A maravilha, ou calêndula, é um exemplo vivo de como a beleza e a utilidade se podem conjugar. As flores desta planta saúdam o sol da manhã, abrindo-se e mostrando o seu formoso colorido. No fim da tarde, fecham-se discretamente, até à manhã seguinte. Os partidários da teoria dos sinais, defendida por Paracelso e outros médicos renascentistas, recomendavam-na para a icterícia e para os transtornos da vesícula biliar, devido ao facto de a cor das flores ser parecida com a da bílis. Não se enganaram muito aqueles pioneiros da ciência médica, porque hoje, que se conhecem as suas propriedades, continua a ter essas mesmas indicações, além de outras mais que se foram descobrindo.

Propriedades e Indicações:

As flores da maravilha contêm carotenóides (provitamina A), um princípio amargo (calendina), flavonóides, saponinas, resinas, óleos essenciais e pequenas quantidades de ácido salicílico.

Todas estas substâncias se combinam para fazer desta flor um remédio precioso. As suas propriedades mais notáveis são:

Emenagoga e reguladora do ciclo menstrual: Dá resultado tanto em casos de menstruação escassa, pelo seu efeito emenagogo, como quando existe uma perda excessiva de sangue. Assim, pois, a maravilha normaliza a frequência das regras e a sua quantidade. Também elimina a dor que se produz com a menstruação (dismenorreia), pois tem acção espasmolítica (combate os espasmos dolorosos) e ligeiramente sedativa. Toma-se desde uma semana antes da data esperada para a menstruação, até que esta tenha terminado  (1) Os resultados são muito notáveis.

Colerética: Aumenta a produção de bílis no fígado. É portanto indicada nos casos de congestão ou insuficiência hepática (1).

Antiulcerosa: Tem a capacidade de cicatrizar as úlceras do estômago e do duodeno (1). O seu efeito é mais intenso quando se associa com a urtiga e a verónica. Pelo seu efeito cicatrizante e anti-inflamatório, também é eficiente nos casos de gastrite (inflamação do estômago), gastrenterite e vómitos (1).

Anti-inflamatória, anti-séptica e cicatrizante: É uma das plantas que mais se evidenciam pela sua qualidade vulnerária, isto é, curadora de feridas e contusões. Aplicada localmente, acelera de forma notável a cura de feridas, inclusive infectadas, assim como de úlceras da pele, queimaduras, furúnculos e eczemas (2,3,4). Aplicada localmente, tem acção anti-reumática (2,3).
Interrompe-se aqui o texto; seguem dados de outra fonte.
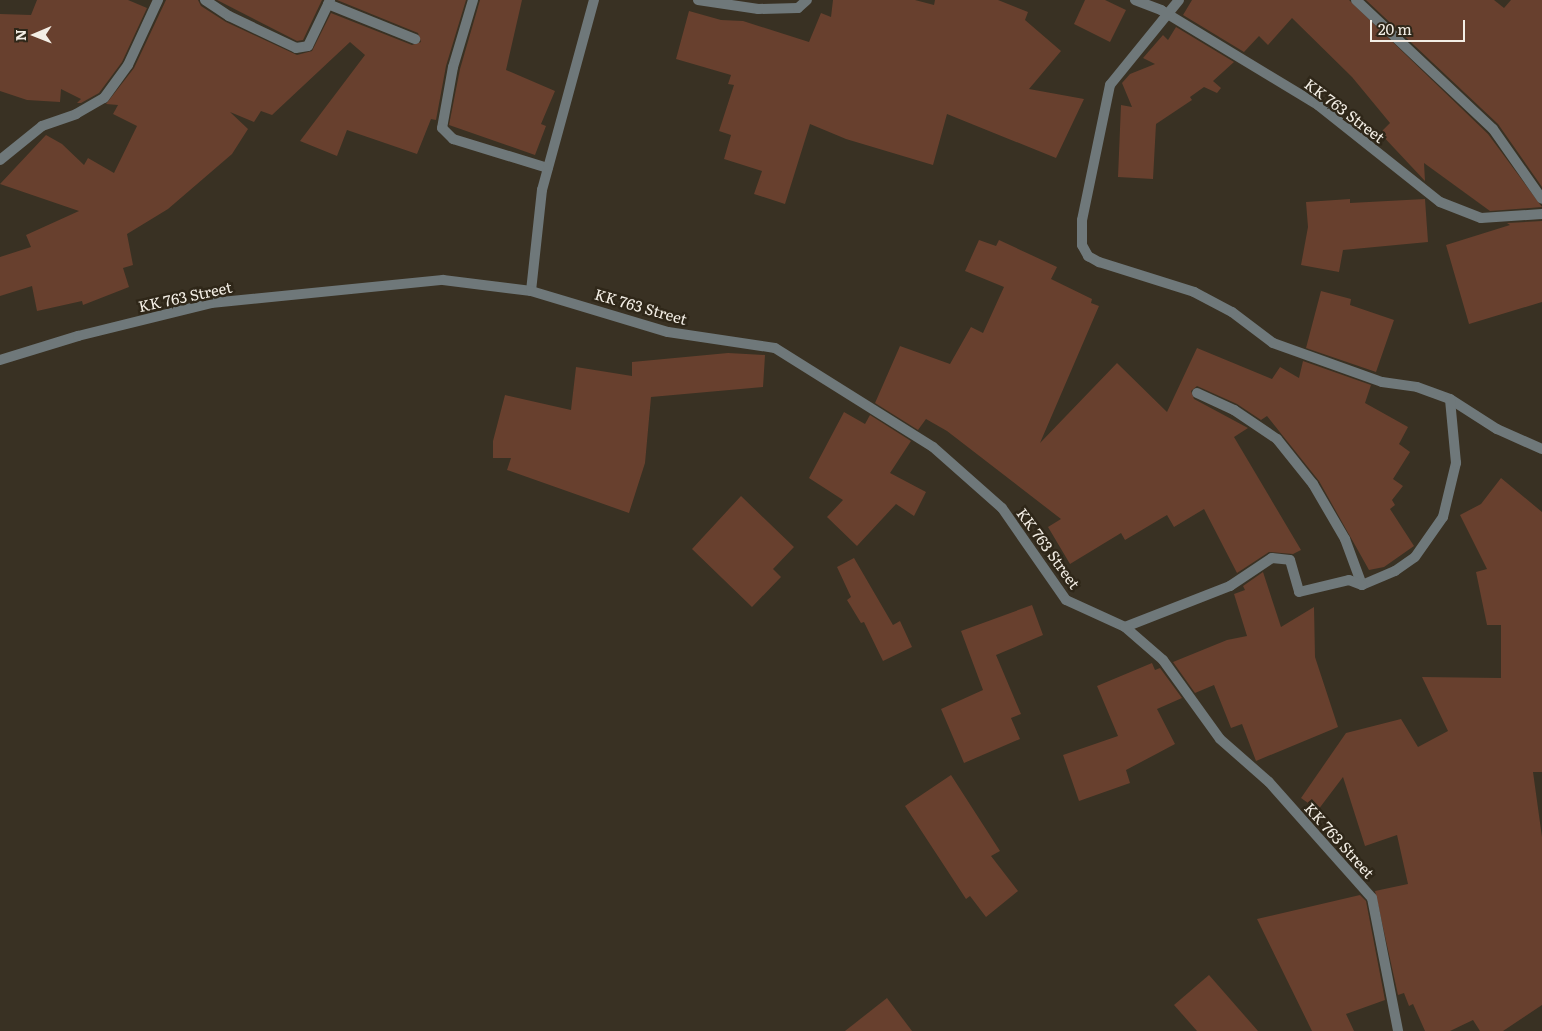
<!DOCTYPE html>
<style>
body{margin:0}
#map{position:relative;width:1542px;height:1031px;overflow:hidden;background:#393123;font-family:Literata,serif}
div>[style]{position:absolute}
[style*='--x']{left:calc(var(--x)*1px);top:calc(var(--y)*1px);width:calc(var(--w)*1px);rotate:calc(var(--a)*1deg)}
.building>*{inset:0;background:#68402e}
.street>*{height:10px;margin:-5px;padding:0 5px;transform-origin:5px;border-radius:5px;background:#6f787a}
span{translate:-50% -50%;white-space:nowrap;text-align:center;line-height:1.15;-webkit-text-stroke:5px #2f2719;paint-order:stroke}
.street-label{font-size:15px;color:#f3eee5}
.north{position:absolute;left:10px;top:10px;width:50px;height:50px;-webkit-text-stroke:4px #2f2719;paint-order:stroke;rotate:269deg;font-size:14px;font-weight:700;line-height:20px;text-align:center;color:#f3eee5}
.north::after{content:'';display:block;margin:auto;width:18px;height:22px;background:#f3eee5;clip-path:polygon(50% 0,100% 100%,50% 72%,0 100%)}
.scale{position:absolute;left:1370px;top:20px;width:95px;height:22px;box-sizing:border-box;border:2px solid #f3eee5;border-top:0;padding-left:6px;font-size:15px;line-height:18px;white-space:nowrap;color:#f3eee5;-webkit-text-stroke:4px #2f2719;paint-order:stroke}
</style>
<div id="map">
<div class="building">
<div style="clip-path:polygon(37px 0,128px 0,147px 8px,122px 62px,99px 93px,81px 103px,77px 103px,81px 99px,61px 89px,60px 102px,27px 100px,0 91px,0 14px,31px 15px)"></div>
<div style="clip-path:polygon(166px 0,198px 0,201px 6px,226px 22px,297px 55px,312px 51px,331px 13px,412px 45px,421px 42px,418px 33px,337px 0,466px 0,446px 66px,436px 120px,431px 119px,417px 154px,347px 130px,337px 156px,300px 141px,365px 55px,350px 42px,272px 115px,261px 111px,254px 122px,230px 112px,248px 129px,232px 154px,168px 209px,127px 234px,133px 265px,123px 268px,129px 287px,83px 305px,82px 301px,37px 311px,32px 286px,0 296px,0 257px,31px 247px,26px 235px,79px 211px,0 184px,46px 135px,62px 144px,84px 165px,88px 158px,114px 173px,137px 126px,113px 114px,118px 105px,106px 104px,134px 68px)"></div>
<div style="clip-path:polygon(217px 0,322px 0,303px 40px,297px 41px)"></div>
<div style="clip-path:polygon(480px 0,522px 0,506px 70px,555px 91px,541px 124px,546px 126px,535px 155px,449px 125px,460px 69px)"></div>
<div style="clip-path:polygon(833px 0,915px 0,934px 5px,935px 0,998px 0,1028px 12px,1025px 20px,1061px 51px,1029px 89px,1084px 99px,1056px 158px,947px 114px,933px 165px,846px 139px,810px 124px,785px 204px,754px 194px,762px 171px,724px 159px,731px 135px,719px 131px,734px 85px,728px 84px,731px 75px,676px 59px,689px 11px,721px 20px,743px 21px,809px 42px,821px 13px,831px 17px)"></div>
<div style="clip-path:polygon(1085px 0,1105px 0,1126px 10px,1110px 42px,1074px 24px)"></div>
<div style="clip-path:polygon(1192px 0,1349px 0,1488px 134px,1542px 207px,1490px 211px,1424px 163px,1425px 181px,1380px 133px,1390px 123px,1352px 77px,1292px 18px,1268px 45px,1259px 36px,1244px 52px,1183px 15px)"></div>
<div style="clip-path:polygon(1366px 0,1494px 0,1504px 8px,1511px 0,1542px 0,1542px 187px,1498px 124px)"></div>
<div style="clip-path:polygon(1176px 27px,1234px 62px,1213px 81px,1221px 88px,1217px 93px,1204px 87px,1190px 97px,1192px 100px,1156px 124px,1153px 179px,1118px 177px,1121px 105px,1132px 107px,1122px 83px,1130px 74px,1155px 64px,1143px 58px,1163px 35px,1168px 40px)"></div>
<div style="clip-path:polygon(1350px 199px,1350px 203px,1425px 199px,1428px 242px,1343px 250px,1339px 272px,1301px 265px,1308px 227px,1306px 202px)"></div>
<div style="clip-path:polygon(1542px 221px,1542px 302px,1469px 324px,1446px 245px,1510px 225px,1507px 223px)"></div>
<div style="clip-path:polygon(979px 240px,996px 246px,999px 240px,1057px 267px,1051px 279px,1092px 299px,1091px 303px,1099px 306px,1040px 443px,1117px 363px,1167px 412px,1197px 348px,1272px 379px,1280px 367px,1299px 378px,1303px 361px,1371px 385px,1365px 403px,1408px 427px,1399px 444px,1410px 452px,1393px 479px,1403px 486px,1392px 500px,1395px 505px,1390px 509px,1414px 546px,1384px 567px,1369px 570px,1319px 481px,1267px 416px,1261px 420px,1237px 404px,1197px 386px,1191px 391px,1194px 399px,1248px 428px,1234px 437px,1301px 550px,1293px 554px,1269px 552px,1237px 573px,1204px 509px,1174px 527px,1167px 515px,1125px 540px,1121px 533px,1070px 564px,1048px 527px,1061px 519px,947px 431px,926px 419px,918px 430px,875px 403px,900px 346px,950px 364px,971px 327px,983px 333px,1004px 287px,965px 271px)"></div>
<div style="clip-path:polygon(1321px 291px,1351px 299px,1350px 305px,1394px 320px,1376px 372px,1306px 348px)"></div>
<div style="clip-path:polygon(728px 353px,765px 355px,763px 387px,651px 397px,645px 463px,629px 513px,507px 470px,511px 458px,493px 458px,493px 441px,505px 395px,571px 410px,576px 367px,632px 376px,632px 362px)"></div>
<div style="clip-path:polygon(844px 412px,865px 424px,870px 415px,911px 441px,890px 473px,926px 492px,914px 516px,896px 504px,857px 546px,827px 517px,843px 500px,809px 478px)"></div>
<div style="clip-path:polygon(1501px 478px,1542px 512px,1542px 772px,1533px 772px,1542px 837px,1542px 1005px,1503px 1031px,1480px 1031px,1473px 1020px,1450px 1031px,1425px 1031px,1413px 1004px,1409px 1006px,1404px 993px,1398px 995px,1375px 891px,1408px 884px,1397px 835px,1365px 846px,1343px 777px,1318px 810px,1301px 798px,1346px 733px,1401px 719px,1418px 747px,1448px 731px,1422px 677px,1501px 678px,1501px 625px,1487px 625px,1476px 572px,1487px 569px,1460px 515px,1481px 504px)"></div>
<div style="clip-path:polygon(741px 496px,794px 547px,773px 569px,781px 577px,752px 607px,692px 549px)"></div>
<div style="clip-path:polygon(854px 558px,893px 625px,900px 621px,912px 647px,883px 661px,864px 622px,861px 623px,847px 600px,851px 597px,837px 567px)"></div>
<div style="clip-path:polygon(1263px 572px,1281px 627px,1314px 607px,1315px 657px,1338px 727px,1256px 761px,1242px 724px,1231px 728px,1214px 685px,1195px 693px,1173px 662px,1227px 640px,1247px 636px,1234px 594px,1245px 590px,1243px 586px)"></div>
<div style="clip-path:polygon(1032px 605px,1043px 635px,996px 655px,1021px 714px,1011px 718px,1020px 739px,964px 763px,941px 709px,983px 690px,961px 631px)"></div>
<div style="clip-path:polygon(1152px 663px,1155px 670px,1160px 668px,1182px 698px,1157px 709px,1175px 744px,1126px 770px,1130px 783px,1079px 801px,1063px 755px,1118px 736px,1097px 686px)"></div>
<div style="clip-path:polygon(951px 775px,1000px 851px,991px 856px,1018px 891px,986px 917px,970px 896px,966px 899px,905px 806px)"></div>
<div style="clip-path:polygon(1360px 895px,1366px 901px,1385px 1000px,1346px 1014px,1354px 1031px,1312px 1031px,1257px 919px)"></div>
<div style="clip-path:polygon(1209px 975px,1258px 1031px,1197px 1031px,1174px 1005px)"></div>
<div style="clip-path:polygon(887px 998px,912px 1031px,845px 1031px)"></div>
</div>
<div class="street">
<div style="--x:205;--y:0;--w:29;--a:34"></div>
<div style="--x:229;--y:16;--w:74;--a:25.5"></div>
<div style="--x:296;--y:48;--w:12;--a:-9"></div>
<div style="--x:308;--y:46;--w:51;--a:-64.4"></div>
<div style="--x:473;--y:0;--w:70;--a:106.6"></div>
<div style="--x:453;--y:67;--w:62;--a:100.2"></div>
<div style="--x:442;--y:128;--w:16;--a:45"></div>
<div style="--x:453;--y:139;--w:99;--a:17"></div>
<div style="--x:698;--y:0;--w:61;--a:8.5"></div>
<div style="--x:758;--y:9;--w:40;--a:-1.4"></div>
<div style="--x:798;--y:8;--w:12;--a:-42"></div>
<div style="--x:1135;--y:0;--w:28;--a:21"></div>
<div style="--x:1161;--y:10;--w:184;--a:31.2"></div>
<div style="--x:1318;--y:105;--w:156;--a:38.5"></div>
<div style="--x:1440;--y:202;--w:44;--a:21.3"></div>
<div style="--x:1481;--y:218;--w:61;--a:-3.8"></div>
<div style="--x:1179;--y:0;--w:109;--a:129.1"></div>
<div style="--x:1110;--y:85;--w:138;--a:101.7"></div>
<div style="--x:1082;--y:220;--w:25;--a:90"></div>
<div style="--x:1082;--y:245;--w:13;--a:61"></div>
<div style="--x:1088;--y:256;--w:13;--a:29"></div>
<div style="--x:1099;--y:262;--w:100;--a:17.5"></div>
<div style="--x:1194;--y:292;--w:43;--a:27.8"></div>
<div style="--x:1232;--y:312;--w:51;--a:37.1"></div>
<div style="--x:1273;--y:343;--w:116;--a:19.7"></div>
<div style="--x:1382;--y:382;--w:35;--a:8"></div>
<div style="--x:1417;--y:387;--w:35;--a:20"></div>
<div style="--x:1450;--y:399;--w:56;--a:32.6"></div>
<div style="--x:1497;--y:429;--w:49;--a:24"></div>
<div style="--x:1356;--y:0;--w:188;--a:43.3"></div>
<div style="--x:1493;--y:129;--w:85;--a:55"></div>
<div style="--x:328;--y:4;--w:94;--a:21.9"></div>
<div style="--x:0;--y:160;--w:54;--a:-39"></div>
<div style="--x:42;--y:126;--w:36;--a:-19"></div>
<div style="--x:76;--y:114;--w:32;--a:-30"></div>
<div style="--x:104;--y:98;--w:41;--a:-54"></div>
<div style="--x:128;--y:65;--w:72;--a:-65.2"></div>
<div style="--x:531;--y:291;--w:102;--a:-83.8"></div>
<div style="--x:542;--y:190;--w:197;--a:-74.7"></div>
<div style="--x:0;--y:360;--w:82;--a:-17.1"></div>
<div style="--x:78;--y:336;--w:137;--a:-13.9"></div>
<div style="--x:211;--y:303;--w:233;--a:-5.7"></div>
<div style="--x:443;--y:280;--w:89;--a:7.1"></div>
<div style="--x:531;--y:291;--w:143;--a:16.7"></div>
<div style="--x:668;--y:332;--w:108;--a:8.5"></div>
<div style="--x:775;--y:348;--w:186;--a:32.1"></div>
<div style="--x:933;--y:447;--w:92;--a:41.5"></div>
<div style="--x:1002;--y:508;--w:112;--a:55.2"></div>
<div style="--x:1066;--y:600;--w:65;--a:24.6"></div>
<div style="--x:1125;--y:627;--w:50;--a:41"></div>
<div style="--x:1163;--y:660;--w:97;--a:54.2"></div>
<div style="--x:1220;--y:739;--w:65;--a:41.3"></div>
<div style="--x:1269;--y:782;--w:155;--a:48.4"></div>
<div style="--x:1372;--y:898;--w:136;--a:78.9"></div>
<div style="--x:1197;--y:393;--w:41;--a:24.7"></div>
<div style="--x:1234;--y:410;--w:52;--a:34"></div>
<div style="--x:1277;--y:439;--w:58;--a:51.3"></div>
<div style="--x:1313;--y:484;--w:64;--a:59.8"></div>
<div style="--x:1345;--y:539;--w:49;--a:69.7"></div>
<div style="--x:1362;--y:585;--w:36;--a:-23"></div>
<div style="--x:1395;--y:571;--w:24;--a:-35"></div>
<div style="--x:1415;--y:557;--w:49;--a:-55"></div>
<div style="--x:1443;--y:517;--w:56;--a:-76.5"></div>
<div style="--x:1456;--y:463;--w:64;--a:-95.4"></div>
<div style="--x:1125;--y:627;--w:113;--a:-21.3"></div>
<div style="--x:1230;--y:586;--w:50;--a:-33.7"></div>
<div style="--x:1272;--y:558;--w:18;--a:6"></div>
<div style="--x:1290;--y:560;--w:33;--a:74"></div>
<div style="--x:1299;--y:592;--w:51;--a:-13.5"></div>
<div style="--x:1349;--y:580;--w:14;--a:21"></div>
</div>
<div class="street-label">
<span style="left:1345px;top:110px;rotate:37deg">KK 763 Street</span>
<span style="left:185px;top:296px;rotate:-12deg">KK 763 Street</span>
<span style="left:641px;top:306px;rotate:16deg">KK 763 Street</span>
<span style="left:1049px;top:548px;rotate:54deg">KK 763 Street</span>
<span style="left:1340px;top:840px;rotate:48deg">KK 763 Street</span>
</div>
<div class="north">N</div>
<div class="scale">20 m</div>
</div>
Calicida (elimina os calos). Em aplicação local, faz desaparecer as verrugas víricas (vulgares) da pele (2,4,5). Isto deve-se ao seu conteúdo em ácido salicílico.

Emoliente (suavizante da pele): O óleo de calêndula suaviza a pele (5). Muito indicado para peles secas ou delicadas, e para as crianças. O óleo (5) e a pomada (6) dão resultados muito bons no tratamento de queimaduras e eczemas.

Preparação e emprego

Uso interno

 1-lnfusão com uma ou duas flores por chávena de água, da qual se tomam duas ou três chávenas por dia. Pode-se adoçar com mel.

Uso Externo

2- compressas e lavagens com uma decocção de 2 punhados de flores por litro de água. Aplicam-se sobre a zona da pele afectada.

3- Cataplasmas com pétalas das flores frescas, que se aplicam envoltas num pano fino de algodão.

4-Loção de sumo fresco das flores: Aplica-se sobre a zona da pele afectada.

5-Óleo: Aplica-se directamente sobre a pele. Pode também acrescentar-se à água do banho para obter um agradável efeito suavizante sobre a pele.

6-Pomada: Pode-se preparar uma pomada esmagando 100 g de flores frescas e misturando o sumo resultante com 500 g de manteiga ou outro veículo gordo.

Outros nomes: calêndula. Esp.: caléndula oficinal, maravilha [de iardín]. Fr.: souci [des jardins]. Ing: calendula, [garden] marigold.

Habitat: Originária do Egipto, embora se cultive nos jardins da Europa e de toda a América. Também se pode encontrar em estado silvestre.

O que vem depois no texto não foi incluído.